Re:Frustrating (Score:3, Insightful)
Sure it would be a great phone, but no service provider would carry it because they are far more interested in new ways to pull money out of your wallet than installing features you're actually asking for.
On the other hand, the ROKR is somewhat close to what you asked for. It syncs over USB (but has a custom connector of course) and uses an almost standard headphone jack (there's even an adapter that comes with the phone to let you use a normal one). It has good long playtime and technically the songs are stored on a memory card (a compact SD card). Of course there is the retarded 100 song limit (100 songs pretty much fill a 512MB compact SD card though). Even that took a full power Reality Distortion Field to bring to light, I wouldn't count on finding something like you actually want anytime soon.
Re:Am I the first to wonder... (Score:1, Insightful)
Sigh, the only reason I have a GBA is to enjoy the last of the 2D goodness. Call be strange but I think 2D games are often far more compelling (not to mention easier to control) on consoles, especially portable consoles.
PS. the word at the bottom is "laments". Weird.
Re:who wants tv on their phone? seriously? (Score:2, Insightful)
How/why did the execs approve this? (Score:3, Insightful)
1. Are our games fun?
2. Is our technology up to speed for today's standards?
3. Are our games logically affordable?
4. Is the unit innovative, easy for someone to use as a gaming system and cell phone while keeping in mind portability?
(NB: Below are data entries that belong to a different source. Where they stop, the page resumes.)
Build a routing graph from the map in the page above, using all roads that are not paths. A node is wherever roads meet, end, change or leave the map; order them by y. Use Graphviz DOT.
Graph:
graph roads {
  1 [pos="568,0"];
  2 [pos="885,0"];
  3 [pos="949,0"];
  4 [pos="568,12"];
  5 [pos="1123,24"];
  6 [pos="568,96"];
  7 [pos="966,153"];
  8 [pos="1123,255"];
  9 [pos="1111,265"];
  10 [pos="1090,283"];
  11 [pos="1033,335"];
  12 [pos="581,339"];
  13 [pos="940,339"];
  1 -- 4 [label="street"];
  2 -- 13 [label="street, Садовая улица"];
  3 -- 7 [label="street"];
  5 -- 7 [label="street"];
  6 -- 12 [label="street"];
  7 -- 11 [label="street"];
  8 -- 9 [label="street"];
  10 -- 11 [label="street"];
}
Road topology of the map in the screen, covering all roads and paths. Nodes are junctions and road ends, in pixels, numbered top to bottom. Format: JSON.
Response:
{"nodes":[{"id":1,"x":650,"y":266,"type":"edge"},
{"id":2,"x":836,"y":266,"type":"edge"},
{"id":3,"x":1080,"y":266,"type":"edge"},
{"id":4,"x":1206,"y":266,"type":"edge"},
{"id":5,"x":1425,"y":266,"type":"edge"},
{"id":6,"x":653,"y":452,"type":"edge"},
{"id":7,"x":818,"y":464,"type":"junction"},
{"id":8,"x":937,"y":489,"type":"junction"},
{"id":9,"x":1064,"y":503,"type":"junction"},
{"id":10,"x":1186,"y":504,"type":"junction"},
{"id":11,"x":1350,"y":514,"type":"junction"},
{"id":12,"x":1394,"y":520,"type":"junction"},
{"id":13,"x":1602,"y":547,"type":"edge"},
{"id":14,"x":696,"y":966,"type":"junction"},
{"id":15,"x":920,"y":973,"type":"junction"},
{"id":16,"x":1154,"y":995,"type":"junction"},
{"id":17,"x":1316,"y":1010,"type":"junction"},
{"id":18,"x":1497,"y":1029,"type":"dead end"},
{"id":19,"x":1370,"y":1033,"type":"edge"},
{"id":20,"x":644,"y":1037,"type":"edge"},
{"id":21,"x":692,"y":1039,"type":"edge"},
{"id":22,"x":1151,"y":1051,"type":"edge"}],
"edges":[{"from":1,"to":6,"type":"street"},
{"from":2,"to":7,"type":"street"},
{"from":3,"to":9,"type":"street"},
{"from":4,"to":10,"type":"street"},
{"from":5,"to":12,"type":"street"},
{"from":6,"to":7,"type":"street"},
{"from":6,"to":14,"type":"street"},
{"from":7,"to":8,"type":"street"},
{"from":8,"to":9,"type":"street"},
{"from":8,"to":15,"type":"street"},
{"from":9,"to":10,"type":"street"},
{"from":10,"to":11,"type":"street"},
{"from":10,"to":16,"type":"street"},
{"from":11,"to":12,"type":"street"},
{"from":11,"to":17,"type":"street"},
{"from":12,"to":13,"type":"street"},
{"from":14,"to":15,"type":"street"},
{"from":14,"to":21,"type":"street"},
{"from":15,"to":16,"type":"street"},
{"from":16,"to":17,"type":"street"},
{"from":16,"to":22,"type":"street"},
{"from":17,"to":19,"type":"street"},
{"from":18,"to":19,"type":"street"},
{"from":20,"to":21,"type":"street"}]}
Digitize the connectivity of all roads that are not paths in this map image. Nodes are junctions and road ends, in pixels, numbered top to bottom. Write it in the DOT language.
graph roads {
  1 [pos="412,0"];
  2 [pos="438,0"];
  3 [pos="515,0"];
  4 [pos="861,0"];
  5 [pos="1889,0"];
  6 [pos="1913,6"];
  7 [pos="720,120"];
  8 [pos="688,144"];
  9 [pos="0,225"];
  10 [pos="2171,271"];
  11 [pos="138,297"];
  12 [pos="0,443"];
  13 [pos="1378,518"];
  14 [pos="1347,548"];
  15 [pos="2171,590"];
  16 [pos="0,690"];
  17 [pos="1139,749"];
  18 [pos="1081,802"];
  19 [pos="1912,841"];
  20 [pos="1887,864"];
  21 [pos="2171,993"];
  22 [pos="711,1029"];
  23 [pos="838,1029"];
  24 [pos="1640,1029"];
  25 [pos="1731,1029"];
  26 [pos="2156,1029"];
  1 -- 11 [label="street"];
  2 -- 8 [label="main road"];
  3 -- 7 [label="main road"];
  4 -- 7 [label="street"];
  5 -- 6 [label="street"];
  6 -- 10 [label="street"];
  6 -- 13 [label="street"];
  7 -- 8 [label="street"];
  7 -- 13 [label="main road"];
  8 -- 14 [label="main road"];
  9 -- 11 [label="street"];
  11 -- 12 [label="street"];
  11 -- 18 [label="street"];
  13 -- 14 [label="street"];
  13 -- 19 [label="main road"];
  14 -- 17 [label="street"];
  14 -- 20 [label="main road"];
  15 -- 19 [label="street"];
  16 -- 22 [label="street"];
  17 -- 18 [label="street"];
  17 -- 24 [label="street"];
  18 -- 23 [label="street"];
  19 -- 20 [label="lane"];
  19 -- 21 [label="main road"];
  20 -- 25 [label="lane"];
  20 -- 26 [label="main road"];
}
Answer to all of those is a resounding no. The system was horrible. Compared to what already existed, the graphics sucked and the games sucked. It was like taking a giant step backwards in the gaming industry. So who within the company honestly thought such a thing would be a good idea?
Granted game development and being "fun" is left up to the 3rd party developers, but even in taking on a project, "Hey, Nokia wants us to create a game for their new system"... one should think, "We better make this game damn good or we're screwed."
Releasing something less than amazing on a non-popular system is suicide.
I realize that sometimes success is based off of taking risks, but that also assumes the heads in charge know how to use logic. You can't just take a stab in the dark and expect to hit gold.